The precursor is the small (about several percents of all gamma ray fluence) flare some times occurs earlier (up to 200 s) than main burst. So the wait able precursor magnitude 5 mag more than main optical pulse (under the same mechanism assumption). There are 20 % of the all (short and long) GRB has precursors. The nature of the precursors is undefined (the first shock appearing on the surface of the progenitor star?, two stage collapse?...).

Such events can be observed by very wide field monitoring system like SHOCK and MASTER VWF cameras.

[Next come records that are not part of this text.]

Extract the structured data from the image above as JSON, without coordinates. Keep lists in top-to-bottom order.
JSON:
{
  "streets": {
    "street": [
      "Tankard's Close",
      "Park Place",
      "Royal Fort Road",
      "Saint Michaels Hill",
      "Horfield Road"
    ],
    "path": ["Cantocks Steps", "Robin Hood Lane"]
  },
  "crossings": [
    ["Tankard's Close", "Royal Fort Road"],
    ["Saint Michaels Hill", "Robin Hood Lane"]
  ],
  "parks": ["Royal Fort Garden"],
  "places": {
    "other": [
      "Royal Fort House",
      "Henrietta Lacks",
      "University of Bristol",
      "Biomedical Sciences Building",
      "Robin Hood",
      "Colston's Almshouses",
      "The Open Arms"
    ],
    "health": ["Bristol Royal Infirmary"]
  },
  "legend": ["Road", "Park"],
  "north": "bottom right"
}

4. Polarization measurement of the prompt optical, X-ray and Gamma GRB emission.

There is no any successful optical, X-ray and gamma polarization detection of the prompt GRB emission. There is one 10% optical detection of the afterglow 3 minute after GRB trigger by Liverpool telescope¹. There is one prompt (38 s after trigger time) optical polarizations in two polaroids GRB100906A by MASTER² with negative result: polarizations less than 2%.

Popalimetric observations is very important for verification of the

1. jet existence at all (directly)
2. emission mechanism (Synchrotron, Inverse Compton and so...) and
3. existing of the ordered magnetic field in jet.

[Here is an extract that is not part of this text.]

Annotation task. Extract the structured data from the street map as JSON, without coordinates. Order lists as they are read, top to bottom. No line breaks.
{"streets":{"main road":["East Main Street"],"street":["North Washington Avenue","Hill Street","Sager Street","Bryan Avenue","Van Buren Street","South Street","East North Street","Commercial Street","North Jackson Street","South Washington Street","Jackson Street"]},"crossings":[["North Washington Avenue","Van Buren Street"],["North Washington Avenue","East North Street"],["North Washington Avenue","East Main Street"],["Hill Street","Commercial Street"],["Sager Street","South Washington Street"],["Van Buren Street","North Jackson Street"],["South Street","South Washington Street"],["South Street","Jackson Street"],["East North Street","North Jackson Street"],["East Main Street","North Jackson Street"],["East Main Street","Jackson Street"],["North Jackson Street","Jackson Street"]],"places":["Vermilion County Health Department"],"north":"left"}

5. High time resolution observations of the prompt optical/IR emission

The optical time resolution now is much smaller than in X-ray and Gamma-ray diapason. The most high resolution (1 sec) successful observations of the prompt optical emission was done by TORTORA observations of the naked-eye GRB080319B³.

The most high time resolution now presented by MASTER VWF, SHOCK, TORTORA is about 100-150 ms.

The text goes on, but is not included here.